_YOUR GOAL_
Copy the records below word for word, leaving out nothing.
++++ RECORDS SUPPLIED
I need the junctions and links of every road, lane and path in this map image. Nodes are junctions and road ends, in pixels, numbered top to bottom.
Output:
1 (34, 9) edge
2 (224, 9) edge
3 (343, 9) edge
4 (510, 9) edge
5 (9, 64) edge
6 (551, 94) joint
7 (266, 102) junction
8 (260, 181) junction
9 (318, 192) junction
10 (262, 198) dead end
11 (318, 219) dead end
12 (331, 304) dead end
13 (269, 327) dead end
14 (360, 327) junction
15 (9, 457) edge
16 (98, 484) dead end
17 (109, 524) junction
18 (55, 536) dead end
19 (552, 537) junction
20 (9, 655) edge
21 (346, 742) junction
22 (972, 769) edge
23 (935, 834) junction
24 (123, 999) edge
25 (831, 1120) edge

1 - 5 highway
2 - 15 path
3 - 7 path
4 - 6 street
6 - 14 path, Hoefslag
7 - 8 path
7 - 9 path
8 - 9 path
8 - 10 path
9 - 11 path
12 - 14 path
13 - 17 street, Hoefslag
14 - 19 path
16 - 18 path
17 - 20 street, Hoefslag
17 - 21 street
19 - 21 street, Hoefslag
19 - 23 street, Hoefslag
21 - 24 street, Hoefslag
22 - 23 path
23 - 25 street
++++++++
_WORKED SOLUTION_
I need the junctions and links of every road, lane and path in this map image. Nodes are junctions and road ends, in pixels, numbered top to bottom.
Output:
1 (34, 9) edge
2 (224, 9) edge
3 (343, 9) edge
4 (510, 9) edge
5 (9, 64) edge
6 (551, 94) joint
7 (266, 102) junction
8 (260, 181) junction
9 (318, 192) junction
10 (262, 198) dead end
11 (318, 219) dead end
12 (331, 304) dead end
13 (269, 327) dead end
14 (360, 327) junction
15 (9, 457) edge
16 (98, 484) dead end
17 (109, 524) junction
18 (55, 536) dead end
19 (552, 537) junction
20 (9, 655) edge
21 (346, 742) junction
22 (972, 769) edge
23 (935, 834) junction
24 (123, 999) edge
25 (831, 1120) edge

1 - 5 highway
2 - 15 path
3 - 7 path
4 - 6 street
6 - 14 path, Hoefslag
7 - 8 path
7 - 9 path
8 - 9 path
8 - 10 path
9 - 11 path
12 - 14 path
13 - 17 street, Hoefslag
14 - 19 path
16 - 18 path
17 - 20 street, Hoefslag
17 - 21 street
19 - 21 street, Hoefslag
19 - 23 street, Hoefslag
21 - 24 street, Hoefslag
22 - 23 path
23 - 25 street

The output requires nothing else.